GME has been proposed by some to be a delayed-type hypersensitivity reaction with an autoimmune basis, supported by a predominance of major histocompatibility complex class 2 and CD3+ T cells.¹⁰¹ Other investigators have subsequently confirmed a predominance of CD3+ T lymphocytes and a complete absence of the CD79 (B-cell marker) immunoreactivity in four cases of GME.¹⁸² However, these investigators were unable to demonstrate statistical differences in the number of CD3+ cells between GME and necrotizing meningoencephalitis (NME) or GME and central malignant histiocytosis.^181,182 Results of preliminary immunophenotyping studies indicate a consistent pattern among disseminated GME cases.⁸³ Anti-astrocytic antibodies also have been identified in the CSF of dogs with GME.¹²⁹ The complete immunologic profile of GME and whether CNS autoantibodies are the cause or consequence of inflammation remain to be elucidated.

Despite the conventional view that GME is a disorder of immune dysregulation, some veterinary neuropathologists suggest that GME is a lymphoproliferative disorder, with features of both inflammation and neoplasia.¹⁸⁰ Focal GME is particularly similar to neoplasia, because lymphocytes within the perivascular cuffs often have variable degrees of pleomorphism and mitotic indices.⁵⁷ Interestingly, CSF from disseminated GME cases occasionally contains lymphoblasts.¹⁶⁰ It is unclear whether the abnormal lymphocytes within brain lesions or CSF are reactive inflammatory cells or representative of a true neoplastic population.

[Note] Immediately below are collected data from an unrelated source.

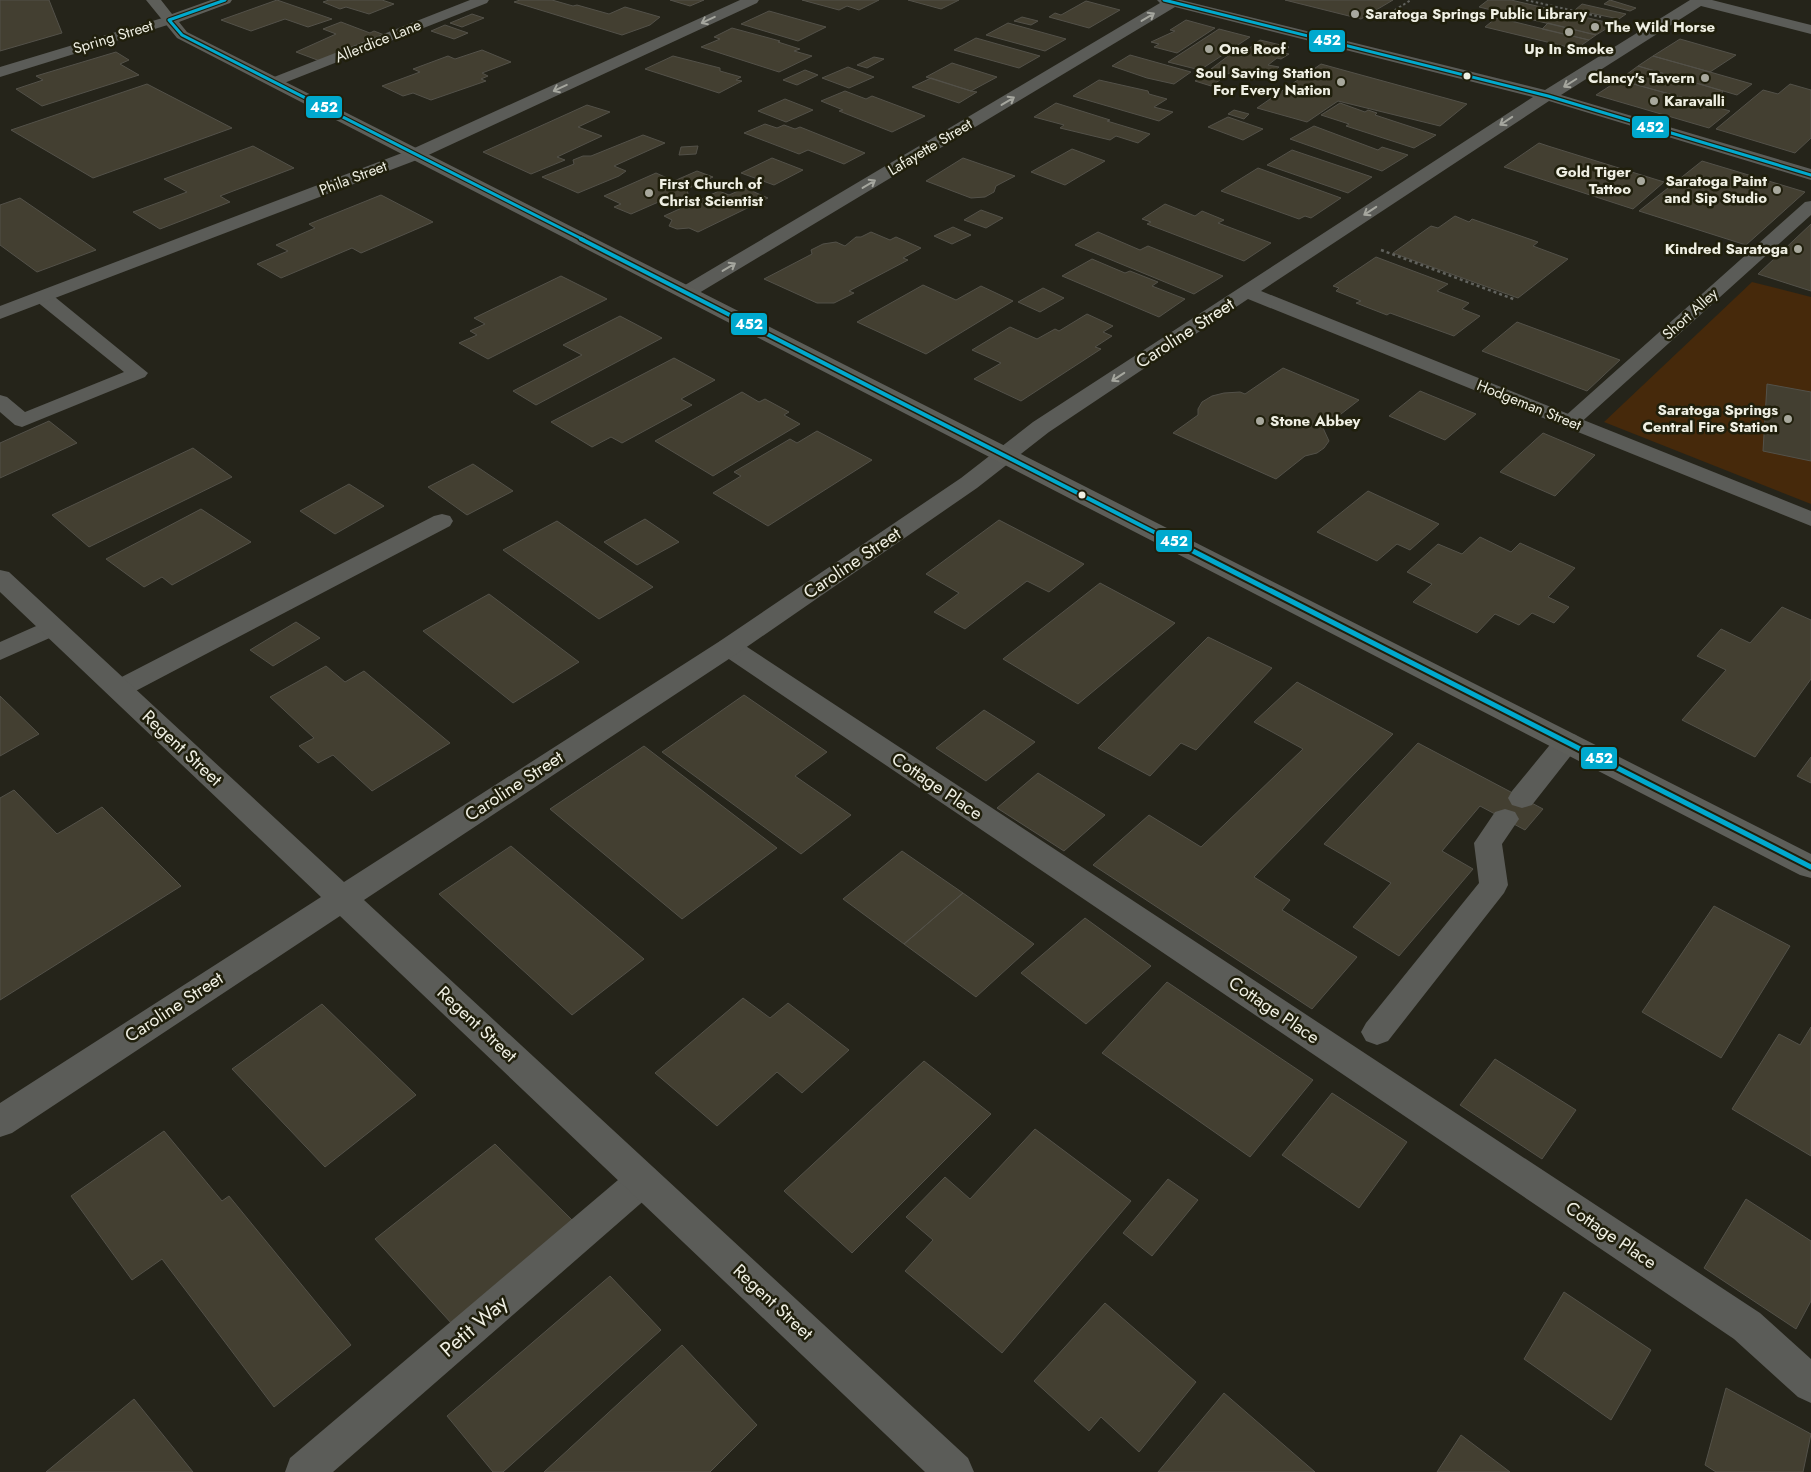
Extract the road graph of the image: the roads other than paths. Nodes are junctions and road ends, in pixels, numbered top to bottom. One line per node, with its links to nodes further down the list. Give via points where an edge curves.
1 (153, 0): 7 (street)
2 (225, 0): 7 (street, Spring Street)
3 (482, 0): 10 (lane, Allerdice Lane)
4 (752, 0): 12 (street, Phila Street, one-way to 12)
5 (1699, 0): 8 (street); 11 (street, Caroline Street, one-way to 11)
6 (1169, 1): 11 (street); 15 (street, Lafayette Street, one-way to 6)
7 (169, 20): 9 (street, Spring Street); 10 (street, via 182,35)
8 (1811, 30)
9 (0, 72)
10 (274, 82): 12 (street)
11 (1548, 96): 13 (street); 16 (street, Caroline Street, one-way to 16)
12 (416, 154): 15 (street); 17 (street, Phila Street)
13 (1811, 175)
14 (1811, 206): 20 (lane, Short Alley)
15 (687, 292): 21 (street)
16 (1247, 292): 20 (street, Hodgeman Street); 21 (street, Caroline Street, one-way to 21, via 1040,427)
17 (43, 297): 18 (street, Phila Street); 19 (lane, via 138,373 22,421)
18 (0, 313)
19 (0, 401)
20 (1570, 422): 22 (street, Hodgeman Street)
21 (1006, 454): 26 (street, Caroline Street); 29 (street)
22 (1811, 519)
23 (442, 520): 28 (lane)
24 (0, 578): 25 (street, Regent Street)
25 (52, 626): 27 (lane); 28 (street, Regent Street)
26 (729, 647): 31 (street, Caroline Street); 35 (lane, Cottage Place, via 1747,1326)
27 (0, 652)
28 (119, 689): 31 (street, Regent Street)
29 (1568, 742): 30 (street); 32 (lane, via 1488,843 1494,885)
30 (1811, 867)
31 (342, 897): 33 (street, Caroline Street); 34 (street, Regent Street)
32 (1377, 1032)
33 (0, 1122)
34 (643, 1180): 36 (lane, Petit Way); 37 (street, Regent Street)
35 (1811, 1384)
36 (304, 1472)
37 (954, 1472)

Potential infectious triggers for GME have also been considered and investigated.159,161 Borna disease virus was reported in several dogs with meningoencephalitis in Japan and Switzerland and has been proposed as a causative agent for GME.^137,211 Borna disease virus, however, is unlikely to be a common etiology for GME, given its predilection for CNS gray matter. Other investigators¹⁶³ have demonstrated positive immunohistochemistry for West Nile, canine parainfluenza, and encephalomyocarditis viruses in severe lesions of dogs with meningoencephalitides of presumed unknown origin. The significance of these observations is unclear, because the positive immunohistochemistry may be caused by antibody cross-reactivity with endogenous proteins, as has been described with measles infections.¹⁶⁸ Alternatively, these results may support the theory that GME is a nonspecific hyperinflammatory response of the host to various antigens, of which pathogens comprise an important subset.

To date, molecular investigations led by one of the authors of this chapter (SJS) have failed to disclose consistent infectious agents associated with GME; however, work is ongoing to investigate an extremely diverse group of potential viral, bacterial, and rickettsial triggers.¹⁵⁹ Further investigation has identified Bartonella spp. and Mycoplasma spp. in sporadic, confirmed cases of disseminated GME.¹¹ GME is most likely a nonspecific immunologic response, and multiple environmental triggers (pathogens, vaccines) and genetic factors are likely to play roles in the etiopathogenesis.

Clinical Findings

The disease occurs most often in young to middle-aged small purebred females, but dogs of different ages, breeds, and sex can develop the disease. The prevalence for smaller breeds, especially poodles, small terriers, Pekingese, and Maltese, appears to be higher.²⁴ The disease rarely occurs before the age of 2 years. Clinical signs usually have an acute onset, and the disease typically is progressive. In acute GME, clinical signs develop rapidly over the course of 1 to 10 days, and without treatment, it is rapidly progressive and fatal. Clinical signs also may develop more slowly over a period of 1 to 4 months. Characteristic neurologic signs with GME cannot be expected because lesions can occur anywhere in the CNS. Signs are associated with the site of most extensive damage, or may reflect a multifocal lesion. Signs consist of disturbances in gait and postural reactions, with ataxia, dysmetria, paresis, and paralysis, and changes in mental status, with confusion, lethargy, and coma. Cranial nerve dysfunction may also be observed.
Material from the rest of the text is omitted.